Gracis adalah negara terbesar dan terkuat di benua Grandinal. Ia tidak menyadarinya saat masih menjadi mahasiswa, tetapi setelah bekerja di istana, ia menyadari betapa busuknya istana itu sampai ke akar-akarnya. Raja saat ini pemalu dan bergantung pada belas kasihan para bangsawan. Para bangsawan terbagi menjadi beberapa faksi, yang semuanya bersaing untuk mendapatkan kekuasaan dan bernafsu untuk mendapatkan kekayaan. Para bawahan mencoba untuk menjilat atasan mereka, menawarkan suap untuk memastikan keselamatan mereka sendiri. Yang berbakat dihambat oleh yang tidak kompeten, sementara yang licik mengeksploitasi yang lemah.
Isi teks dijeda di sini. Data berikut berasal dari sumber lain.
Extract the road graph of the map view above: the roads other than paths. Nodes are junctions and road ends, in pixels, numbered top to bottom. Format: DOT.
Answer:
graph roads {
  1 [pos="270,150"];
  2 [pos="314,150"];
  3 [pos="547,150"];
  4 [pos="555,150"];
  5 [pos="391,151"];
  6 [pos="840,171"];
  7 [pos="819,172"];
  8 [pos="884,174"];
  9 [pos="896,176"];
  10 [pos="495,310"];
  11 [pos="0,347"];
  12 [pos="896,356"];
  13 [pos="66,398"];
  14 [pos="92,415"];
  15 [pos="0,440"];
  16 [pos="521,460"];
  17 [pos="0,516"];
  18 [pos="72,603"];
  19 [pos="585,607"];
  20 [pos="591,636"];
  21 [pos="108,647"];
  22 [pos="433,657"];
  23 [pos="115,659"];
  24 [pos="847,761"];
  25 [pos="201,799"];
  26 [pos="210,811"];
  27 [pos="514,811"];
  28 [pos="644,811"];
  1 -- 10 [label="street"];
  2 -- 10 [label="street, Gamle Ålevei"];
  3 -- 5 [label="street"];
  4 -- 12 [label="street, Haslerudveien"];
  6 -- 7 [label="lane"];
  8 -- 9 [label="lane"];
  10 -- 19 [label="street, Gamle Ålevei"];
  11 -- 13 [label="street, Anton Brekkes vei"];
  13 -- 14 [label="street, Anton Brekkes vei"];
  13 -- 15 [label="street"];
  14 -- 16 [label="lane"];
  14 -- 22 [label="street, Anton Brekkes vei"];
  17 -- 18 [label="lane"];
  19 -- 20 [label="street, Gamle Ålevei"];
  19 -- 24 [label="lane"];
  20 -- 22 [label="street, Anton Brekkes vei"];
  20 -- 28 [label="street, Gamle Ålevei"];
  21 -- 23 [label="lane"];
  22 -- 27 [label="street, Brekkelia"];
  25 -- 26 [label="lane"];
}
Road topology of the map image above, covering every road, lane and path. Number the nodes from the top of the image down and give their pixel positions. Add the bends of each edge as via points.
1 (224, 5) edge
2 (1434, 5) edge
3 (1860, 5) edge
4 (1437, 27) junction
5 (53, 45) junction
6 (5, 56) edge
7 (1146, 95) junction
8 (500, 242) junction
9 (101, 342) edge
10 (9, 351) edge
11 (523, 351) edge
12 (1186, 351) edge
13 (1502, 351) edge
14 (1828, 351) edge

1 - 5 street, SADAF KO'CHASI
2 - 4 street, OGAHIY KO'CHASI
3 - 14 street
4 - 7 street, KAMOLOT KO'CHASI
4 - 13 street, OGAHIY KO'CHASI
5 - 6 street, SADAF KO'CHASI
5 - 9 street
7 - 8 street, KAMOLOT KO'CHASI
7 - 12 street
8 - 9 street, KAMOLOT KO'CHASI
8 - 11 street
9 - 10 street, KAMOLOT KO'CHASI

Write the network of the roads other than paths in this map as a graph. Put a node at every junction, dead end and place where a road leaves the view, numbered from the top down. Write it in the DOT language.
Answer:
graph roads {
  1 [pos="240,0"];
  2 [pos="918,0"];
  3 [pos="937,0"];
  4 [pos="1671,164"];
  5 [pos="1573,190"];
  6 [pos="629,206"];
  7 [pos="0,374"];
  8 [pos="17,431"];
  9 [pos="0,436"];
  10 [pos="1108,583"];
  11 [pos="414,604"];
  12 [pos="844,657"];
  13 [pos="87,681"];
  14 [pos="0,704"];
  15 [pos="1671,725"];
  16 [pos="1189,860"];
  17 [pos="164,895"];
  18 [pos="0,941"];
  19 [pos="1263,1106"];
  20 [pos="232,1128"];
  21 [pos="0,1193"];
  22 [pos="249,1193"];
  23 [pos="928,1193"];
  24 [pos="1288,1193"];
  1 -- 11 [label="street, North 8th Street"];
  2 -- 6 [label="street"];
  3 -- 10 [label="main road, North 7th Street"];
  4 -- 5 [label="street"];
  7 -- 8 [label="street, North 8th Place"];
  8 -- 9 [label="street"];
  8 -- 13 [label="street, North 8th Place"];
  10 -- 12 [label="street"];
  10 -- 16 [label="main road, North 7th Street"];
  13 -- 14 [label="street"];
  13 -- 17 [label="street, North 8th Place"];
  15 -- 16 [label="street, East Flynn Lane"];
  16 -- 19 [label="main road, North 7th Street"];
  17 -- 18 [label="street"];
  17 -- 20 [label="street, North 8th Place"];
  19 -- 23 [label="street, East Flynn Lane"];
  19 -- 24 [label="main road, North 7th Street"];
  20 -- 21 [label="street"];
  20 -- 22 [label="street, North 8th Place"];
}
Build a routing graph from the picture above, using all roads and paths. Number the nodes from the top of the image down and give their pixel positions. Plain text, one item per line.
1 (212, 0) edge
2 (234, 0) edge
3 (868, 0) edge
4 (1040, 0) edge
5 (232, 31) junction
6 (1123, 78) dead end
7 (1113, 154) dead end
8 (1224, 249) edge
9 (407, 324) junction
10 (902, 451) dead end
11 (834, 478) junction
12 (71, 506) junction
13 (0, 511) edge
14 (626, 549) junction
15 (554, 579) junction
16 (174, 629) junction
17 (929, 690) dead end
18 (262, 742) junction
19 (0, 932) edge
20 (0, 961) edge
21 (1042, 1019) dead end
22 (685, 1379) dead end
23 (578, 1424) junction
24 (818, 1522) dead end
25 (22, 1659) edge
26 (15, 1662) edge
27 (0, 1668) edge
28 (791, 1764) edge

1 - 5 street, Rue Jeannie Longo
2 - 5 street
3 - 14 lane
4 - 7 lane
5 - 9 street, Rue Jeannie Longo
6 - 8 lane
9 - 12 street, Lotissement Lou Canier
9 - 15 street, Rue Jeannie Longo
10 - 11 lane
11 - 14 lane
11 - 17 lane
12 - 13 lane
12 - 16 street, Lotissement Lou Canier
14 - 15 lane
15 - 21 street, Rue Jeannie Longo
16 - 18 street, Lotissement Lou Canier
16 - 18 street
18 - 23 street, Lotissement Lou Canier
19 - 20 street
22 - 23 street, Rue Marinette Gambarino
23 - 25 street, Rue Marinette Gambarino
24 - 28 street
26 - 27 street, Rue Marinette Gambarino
Dengan amarah yang meluap, Volf keluar dari ruangan. Kemarahannya tidak hanya ditujukan kepada atasannya. Volf terdorong oleh ambisi untuk memperbaiki negara, dan ia yakin bahwa ia memiliki bakat untuk melakukannya. Bahkan saat negaranya dirusak oleh ayahnya, ia tetap bangga berasal dari salah satu keluarga bangsawan paling bergengsi di negaranya.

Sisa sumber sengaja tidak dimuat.